Penggunaan IT bukan hanya sebagai
faktor substitusi saja, tetapi sebagai bagian dari strategi organisasi untuk
mentransformasikan proses bisnis ke arah yang lebih efisien. Optimalisasi IT
yang tepat membuat organisasi mampu melakukan elimination, simplification,
improvement, dan automatitation pada aktivitas bisnisnya. Hal ini akan menciptakan
model bisnis baru bagi suatu organisasi dengan memanfaatkan peluang dari Teknologi
Informasi yang ada untuk menciptakan sesuatu yang baru dan dapat diterima oleh
pelanggannya. Dengan demikian organisasi akan dapat memperbaiki proses
bisnisnya untuk memberikan pelayanan kepada pelanggan yang lebih berkualitas
melalui peningkatan organizational
performance.
Referensi
Attaran,
Mohsen, Information Technology and
Business-Process Redesign, Business Process Management Journal Vol. 9 No.
4, 2003 pp. 440-458.
Hammer M.
and Champy J. 1993. Reengineering the
Corporation. A manifesto for Business Revolution Harper Business.

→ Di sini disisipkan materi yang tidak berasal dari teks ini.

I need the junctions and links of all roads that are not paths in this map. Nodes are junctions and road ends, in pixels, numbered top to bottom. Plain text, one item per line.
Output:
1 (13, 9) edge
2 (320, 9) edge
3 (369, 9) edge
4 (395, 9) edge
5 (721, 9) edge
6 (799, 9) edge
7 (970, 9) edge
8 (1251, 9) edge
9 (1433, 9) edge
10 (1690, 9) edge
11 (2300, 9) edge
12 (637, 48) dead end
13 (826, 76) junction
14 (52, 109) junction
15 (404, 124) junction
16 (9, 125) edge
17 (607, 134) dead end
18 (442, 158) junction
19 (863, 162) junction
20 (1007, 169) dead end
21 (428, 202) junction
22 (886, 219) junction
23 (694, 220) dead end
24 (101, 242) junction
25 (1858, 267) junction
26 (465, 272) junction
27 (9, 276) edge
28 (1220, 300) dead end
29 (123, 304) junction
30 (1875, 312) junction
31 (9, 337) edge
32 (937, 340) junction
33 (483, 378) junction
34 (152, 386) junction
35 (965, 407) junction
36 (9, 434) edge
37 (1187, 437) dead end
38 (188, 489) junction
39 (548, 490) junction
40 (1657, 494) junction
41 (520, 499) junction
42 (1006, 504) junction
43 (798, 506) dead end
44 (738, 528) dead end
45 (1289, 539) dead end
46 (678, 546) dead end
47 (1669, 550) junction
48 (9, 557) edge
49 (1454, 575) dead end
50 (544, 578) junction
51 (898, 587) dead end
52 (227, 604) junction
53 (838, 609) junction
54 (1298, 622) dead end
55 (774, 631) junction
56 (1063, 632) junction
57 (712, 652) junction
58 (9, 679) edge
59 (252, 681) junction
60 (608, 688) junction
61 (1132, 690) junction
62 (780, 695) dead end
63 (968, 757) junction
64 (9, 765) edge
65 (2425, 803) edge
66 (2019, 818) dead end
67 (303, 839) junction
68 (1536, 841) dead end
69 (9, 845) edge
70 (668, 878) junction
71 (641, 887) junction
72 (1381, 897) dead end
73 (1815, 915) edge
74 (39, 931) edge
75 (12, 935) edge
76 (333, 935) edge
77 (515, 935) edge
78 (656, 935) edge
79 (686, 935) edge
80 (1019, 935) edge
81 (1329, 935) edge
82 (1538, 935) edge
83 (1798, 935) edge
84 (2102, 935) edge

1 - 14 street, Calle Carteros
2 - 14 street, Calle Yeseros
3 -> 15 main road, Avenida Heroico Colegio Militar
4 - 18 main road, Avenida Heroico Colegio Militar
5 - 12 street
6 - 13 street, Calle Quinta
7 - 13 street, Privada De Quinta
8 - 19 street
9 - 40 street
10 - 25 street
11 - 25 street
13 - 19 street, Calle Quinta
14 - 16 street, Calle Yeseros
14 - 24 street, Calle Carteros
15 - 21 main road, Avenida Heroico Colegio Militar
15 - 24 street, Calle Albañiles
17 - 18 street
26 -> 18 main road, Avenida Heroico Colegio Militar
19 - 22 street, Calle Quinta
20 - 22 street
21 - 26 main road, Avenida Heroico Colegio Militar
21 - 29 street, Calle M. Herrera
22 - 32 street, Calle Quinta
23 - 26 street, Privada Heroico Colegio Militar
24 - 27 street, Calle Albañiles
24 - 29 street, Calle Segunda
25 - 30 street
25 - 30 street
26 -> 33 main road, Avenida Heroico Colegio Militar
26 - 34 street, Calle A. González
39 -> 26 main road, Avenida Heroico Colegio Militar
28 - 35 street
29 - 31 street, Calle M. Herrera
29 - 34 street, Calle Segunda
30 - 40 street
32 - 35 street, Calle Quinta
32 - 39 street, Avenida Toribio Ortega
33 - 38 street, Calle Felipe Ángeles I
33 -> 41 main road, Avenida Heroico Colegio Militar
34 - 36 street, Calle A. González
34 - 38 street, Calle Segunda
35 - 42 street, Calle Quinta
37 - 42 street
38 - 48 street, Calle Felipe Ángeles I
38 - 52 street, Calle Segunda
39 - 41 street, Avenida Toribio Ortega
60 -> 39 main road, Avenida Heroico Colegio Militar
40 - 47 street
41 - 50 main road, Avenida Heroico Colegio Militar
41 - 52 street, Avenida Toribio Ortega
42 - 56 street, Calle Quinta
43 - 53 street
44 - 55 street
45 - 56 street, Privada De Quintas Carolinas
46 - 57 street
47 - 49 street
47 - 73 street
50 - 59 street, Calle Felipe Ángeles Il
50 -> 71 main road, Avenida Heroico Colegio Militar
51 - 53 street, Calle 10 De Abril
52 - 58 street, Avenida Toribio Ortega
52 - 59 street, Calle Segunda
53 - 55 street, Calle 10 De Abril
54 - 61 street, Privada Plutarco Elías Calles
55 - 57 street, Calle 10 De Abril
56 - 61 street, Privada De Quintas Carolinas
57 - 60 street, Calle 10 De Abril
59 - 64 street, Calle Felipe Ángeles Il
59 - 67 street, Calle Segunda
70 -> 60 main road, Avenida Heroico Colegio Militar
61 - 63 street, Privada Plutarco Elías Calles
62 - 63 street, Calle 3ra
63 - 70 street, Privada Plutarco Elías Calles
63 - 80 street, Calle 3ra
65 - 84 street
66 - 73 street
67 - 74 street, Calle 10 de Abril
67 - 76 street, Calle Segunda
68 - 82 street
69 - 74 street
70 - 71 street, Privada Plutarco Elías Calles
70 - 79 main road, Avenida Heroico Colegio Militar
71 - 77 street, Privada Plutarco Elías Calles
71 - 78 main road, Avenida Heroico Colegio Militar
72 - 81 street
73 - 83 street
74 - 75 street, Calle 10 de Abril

Indrajit, Richardus Eko. 2007. Tawaran Teknologi Informasi Pada Business
Process Reengineering. Dimuat dalam http://mrzie3r.wordpress.com. Diakses
pada Rabu, 9 Juni 2010.
Martin, J. 1981. Telematic Society: A
chalellenge for tomorrow. Prentice Hall: Englewood Cliffs, NJ.
Naisbitt, J .1982. “Megatrend”.
Warner Books. New York: NY.
Sharma M.
(2006). Business Process Reengineering: A Tool to further Bank Strategic Goals. Journal of Management Information Systems 12: 1.